START INPUT MATERIAL

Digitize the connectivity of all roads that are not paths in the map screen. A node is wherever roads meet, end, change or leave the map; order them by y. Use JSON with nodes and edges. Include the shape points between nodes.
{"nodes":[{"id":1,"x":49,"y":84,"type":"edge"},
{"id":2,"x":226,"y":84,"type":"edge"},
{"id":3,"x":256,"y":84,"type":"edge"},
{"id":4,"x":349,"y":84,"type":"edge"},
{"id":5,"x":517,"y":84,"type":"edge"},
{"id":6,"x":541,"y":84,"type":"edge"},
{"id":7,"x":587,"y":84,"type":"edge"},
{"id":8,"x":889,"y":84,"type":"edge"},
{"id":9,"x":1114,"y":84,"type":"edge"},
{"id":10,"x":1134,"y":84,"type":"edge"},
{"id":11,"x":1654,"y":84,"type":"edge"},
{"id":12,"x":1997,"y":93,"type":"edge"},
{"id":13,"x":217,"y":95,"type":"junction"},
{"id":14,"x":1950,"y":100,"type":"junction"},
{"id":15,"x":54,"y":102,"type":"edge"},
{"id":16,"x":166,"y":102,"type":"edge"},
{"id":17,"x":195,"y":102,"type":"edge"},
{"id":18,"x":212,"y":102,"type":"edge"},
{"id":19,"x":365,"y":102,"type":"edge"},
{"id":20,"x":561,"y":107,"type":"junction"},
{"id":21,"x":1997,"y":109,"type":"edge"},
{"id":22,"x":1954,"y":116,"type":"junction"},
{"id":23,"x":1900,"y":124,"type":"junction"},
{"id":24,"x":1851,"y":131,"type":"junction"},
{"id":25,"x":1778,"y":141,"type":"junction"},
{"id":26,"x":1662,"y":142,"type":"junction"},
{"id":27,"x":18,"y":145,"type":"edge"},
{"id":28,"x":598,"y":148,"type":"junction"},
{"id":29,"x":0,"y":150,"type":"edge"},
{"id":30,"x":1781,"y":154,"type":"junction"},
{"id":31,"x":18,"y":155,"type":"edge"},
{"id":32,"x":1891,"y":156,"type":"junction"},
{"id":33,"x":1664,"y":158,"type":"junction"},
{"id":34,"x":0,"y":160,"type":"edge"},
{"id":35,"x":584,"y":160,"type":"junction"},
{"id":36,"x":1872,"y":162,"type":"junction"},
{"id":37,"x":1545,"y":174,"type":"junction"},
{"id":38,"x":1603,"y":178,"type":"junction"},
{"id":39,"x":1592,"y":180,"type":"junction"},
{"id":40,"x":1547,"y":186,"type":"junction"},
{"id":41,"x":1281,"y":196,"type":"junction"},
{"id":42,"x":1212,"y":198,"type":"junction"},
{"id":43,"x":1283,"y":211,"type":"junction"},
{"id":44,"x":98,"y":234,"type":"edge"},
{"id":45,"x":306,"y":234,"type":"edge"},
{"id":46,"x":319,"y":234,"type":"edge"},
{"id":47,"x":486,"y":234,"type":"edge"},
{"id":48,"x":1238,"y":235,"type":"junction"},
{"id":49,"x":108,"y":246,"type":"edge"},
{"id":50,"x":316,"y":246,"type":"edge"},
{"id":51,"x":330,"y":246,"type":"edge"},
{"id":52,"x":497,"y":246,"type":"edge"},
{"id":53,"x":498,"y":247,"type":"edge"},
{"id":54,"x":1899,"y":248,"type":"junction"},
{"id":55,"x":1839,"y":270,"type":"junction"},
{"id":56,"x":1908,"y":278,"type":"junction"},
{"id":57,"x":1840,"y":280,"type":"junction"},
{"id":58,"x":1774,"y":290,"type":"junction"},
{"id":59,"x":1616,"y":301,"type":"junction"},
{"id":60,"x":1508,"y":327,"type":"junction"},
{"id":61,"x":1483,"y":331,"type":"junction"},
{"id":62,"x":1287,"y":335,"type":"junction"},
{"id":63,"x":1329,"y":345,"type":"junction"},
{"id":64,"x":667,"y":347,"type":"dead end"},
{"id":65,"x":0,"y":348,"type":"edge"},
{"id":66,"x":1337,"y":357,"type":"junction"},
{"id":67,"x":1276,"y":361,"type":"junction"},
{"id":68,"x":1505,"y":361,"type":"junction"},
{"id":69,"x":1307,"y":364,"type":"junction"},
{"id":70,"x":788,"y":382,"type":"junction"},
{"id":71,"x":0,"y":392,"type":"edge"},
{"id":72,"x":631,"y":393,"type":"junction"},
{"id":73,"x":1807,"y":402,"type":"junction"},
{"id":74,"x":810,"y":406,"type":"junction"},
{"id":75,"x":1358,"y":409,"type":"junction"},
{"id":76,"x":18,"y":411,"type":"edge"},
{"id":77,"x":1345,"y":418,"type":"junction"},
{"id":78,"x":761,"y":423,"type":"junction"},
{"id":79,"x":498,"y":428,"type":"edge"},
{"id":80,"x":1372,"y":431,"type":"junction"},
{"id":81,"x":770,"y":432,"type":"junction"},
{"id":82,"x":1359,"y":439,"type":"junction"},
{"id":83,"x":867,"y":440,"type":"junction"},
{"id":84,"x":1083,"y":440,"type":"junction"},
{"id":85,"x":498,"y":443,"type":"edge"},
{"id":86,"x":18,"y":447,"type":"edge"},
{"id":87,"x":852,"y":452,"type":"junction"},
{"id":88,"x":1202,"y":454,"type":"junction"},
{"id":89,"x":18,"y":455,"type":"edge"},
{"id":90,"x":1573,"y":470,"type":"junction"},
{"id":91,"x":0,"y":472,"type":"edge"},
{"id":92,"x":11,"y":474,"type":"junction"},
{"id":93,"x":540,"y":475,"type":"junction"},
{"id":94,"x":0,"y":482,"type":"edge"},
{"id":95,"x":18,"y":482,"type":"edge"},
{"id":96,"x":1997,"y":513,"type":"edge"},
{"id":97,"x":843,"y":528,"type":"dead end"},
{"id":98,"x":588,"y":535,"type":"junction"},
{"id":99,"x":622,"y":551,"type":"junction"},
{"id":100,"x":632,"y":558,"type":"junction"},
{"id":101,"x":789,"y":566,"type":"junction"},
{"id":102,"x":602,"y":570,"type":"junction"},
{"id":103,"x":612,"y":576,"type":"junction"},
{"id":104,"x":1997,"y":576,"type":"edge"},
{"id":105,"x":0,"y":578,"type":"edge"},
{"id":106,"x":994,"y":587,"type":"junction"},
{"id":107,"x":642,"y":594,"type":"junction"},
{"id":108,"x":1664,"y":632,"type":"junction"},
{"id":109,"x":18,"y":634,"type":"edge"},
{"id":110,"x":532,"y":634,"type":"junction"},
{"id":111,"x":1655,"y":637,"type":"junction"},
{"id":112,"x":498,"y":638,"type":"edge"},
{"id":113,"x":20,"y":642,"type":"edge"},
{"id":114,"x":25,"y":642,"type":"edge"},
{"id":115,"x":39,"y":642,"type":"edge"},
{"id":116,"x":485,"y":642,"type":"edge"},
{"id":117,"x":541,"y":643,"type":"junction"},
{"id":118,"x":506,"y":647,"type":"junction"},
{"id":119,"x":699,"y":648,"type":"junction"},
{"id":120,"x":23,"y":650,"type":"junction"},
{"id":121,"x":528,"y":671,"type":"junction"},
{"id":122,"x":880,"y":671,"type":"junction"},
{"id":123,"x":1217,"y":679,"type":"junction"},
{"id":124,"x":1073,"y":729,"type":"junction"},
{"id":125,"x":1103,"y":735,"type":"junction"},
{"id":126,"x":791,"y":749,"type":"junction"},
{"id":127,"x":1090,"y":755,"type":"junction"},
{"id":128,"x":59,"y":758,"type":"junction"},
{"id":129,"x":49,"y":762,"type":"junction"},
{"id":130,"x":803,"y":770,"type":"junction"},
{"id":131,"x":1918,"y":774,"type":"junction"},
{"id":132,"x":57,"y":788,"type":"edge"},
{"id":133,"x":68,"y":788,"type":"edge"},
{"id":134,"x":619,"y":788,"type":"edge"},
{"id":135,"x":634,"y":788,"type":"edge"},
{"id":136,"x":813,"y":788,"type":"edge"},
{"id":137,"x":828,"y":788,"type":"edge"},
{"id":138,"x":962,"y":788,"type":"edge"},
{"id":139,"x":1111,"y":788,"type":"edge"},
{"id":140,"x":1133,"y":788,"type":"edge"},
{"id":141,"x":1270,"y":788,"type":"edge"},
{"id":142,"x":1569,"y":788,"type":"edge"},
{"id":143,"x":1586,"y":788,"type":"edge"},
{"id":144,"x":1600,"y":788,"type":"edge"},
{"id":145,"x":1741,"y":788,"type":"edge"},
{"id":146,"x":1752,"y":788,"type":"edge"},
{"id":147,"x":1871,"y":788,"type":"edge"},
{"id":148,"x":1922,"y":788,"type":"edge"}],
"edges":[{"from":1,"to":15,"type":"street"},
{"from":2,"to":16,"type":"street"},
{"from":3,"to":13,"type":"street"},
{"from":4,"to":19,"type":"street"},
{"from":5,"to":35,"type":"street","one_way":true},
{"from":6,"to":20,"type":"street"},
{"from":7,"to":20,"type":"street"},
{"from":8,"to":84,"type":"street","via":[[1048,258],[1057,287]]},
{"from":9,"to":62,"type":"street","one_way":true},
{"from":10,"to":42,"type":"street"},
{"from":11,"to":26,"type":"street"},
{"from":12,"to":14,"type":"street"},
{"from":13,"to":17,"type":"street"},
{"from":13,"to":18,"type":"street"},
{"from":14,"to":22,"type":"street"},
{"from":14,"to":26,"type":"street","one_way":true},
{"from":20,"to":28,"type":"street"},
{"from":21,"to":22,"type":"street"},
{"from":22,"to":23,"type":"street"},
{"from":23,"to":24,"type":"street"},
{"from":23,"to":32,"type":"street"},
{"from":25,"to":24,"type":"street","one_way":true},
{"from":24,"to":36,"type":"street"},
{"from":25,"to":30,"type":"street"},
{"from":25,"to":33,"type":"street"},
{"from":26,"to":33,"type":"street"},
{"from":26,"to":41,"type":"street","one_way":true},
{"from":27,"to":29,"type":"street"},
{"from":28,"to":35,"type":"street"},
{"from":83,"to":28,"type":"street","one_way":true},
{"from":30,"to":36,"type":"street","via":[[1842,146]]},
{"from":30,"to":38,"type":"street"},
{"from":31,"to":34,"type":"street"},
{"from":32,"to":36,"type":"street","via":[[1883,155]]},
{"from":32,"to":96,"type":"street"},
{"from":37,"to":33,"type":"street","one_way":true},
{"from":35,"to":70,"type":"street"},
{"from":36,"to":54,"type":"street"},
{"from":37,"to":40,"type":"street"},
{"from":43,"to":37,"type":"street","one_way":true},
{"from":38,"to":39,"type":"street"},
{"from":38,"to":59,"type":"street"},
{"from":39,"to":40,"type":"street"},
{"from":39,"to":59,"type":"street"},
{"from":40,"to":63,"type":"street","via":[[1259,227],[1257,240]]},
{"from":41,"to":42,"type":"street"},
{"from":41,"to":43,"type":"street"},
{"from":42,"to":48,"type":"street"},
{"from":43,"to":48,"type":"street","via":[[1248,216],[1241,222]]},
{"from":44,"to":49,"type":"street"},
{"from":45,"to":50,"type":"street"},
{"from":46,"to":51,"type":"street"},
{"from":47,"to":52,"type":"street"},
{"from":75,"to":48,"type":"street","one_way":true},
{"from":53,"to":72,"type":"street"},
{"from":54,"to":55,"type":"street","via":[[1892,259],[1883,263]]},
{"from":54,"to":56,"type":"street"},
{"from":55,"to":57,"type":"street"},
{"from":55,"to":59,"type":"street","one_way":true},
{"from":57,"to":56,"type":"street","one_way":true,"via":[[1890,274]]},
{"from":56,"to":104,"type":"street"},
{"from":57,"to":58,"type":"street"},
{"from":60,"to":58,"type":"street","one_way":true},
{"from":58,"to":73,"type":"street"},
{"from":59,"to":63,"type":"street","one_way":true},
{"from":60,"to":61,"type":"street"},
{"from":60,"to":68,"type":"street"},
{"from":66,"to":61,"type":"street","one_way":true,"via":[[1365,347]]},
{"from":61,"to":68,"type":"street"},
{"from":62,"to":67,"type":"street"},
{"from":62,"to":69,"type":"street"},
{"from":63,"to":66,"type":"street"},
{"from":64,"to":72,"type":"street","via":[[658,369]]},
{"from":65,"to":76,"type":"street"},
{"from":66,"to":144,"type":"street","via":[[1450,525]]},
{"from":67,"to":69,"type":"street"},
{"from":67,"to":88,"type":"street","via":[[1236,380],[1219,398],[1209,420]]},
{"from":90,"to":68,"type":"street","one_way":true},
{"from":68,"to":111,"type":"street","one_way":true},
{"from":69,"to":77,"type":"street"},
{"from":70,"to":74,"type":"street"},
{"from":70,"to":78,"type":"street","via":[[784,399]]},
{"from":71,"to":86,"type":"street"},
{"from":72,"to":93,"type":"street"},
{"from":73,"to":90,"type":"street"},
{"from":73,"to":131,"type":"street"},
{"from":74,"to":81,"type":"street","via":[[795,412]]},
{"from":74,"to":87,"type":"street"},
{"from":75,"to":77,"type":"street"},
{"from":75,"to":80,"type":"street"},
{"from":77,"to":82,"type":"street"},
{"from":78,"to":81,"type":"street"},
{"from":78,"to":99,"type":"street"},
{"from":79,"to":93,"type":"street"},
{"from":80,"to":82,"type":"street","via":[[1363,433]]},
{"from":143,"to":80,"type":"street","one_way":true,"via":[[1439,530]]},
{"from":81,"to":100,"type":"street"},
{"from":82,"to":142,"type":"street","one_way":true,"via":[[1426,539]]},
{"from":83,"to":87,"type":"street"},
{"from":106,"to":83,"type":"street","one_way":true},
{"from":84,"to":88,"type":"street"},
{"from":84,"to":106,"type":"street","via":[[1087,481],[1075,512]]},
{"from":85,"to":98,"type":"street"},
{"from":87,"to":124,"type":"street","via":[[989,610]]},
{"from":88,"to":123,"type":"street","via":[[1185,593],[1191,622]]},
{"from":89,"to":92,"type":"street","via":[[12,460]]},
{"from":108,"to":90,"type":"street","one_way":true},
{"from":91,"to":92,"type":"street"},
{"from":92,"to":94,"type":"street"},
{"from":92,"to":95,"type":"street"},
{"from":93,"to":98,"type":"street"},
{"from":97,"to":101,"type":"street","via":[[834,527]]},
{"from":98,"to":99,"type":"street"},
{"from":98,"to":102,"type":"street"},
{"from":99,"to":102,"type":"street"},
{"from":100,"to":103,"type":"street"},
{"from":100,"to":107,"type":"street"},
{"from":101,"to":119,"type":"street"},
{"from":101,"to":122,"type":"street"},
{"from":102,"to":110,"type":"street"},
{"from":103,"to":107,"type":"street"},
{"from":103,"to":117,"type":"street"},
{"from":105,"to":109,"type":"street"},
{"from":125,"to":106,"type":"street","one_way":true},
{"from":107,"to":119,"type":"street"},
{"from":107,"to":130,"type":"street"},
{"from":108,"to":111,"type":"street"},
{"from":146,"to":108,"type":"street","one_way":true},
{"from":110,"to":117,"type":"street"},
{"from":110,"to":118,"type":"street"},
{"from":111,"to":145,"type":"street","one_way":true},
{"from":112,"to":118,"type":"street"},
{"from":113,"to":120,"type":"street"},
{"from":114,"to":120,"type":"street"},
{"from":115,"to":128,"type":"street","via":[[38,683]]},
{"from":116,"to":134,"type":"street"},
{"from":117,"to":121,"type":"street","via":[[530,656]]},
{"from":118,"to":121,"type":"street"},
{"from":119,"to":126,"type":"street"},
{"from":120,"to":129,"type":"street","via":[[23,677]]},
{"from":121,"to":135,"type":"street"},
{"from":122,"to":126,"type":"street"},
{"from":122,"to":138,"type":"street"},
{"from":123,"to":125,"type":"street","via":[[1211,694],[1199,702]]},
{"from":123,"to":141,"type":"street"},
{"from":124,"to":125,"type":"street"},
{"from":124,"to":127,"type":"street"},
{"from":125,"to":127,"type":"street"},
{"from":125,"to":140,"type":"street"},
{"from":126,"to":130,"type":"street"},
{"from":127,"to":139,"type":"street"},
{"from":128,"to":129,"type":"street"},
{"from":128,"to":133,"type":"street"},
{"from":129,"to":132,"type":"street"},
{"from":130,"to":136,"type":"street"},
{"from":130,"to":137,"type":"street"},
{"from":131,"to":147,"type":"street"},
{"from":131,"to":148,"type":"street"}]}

END INPUT MATERIAL

TASK DETAILS —
Filter the entries and copy out every line with the word "edges".

RESPONSE BELOW —
Digitize the connectivity of all roads that are not paths in the map screen. A node is wherever roads meet, end, change or leave the map; order them by y. Use JSON with nodes and edges. Include the shape points between nodes.
"edges":[{"from":1,"to":15,"type":"street"},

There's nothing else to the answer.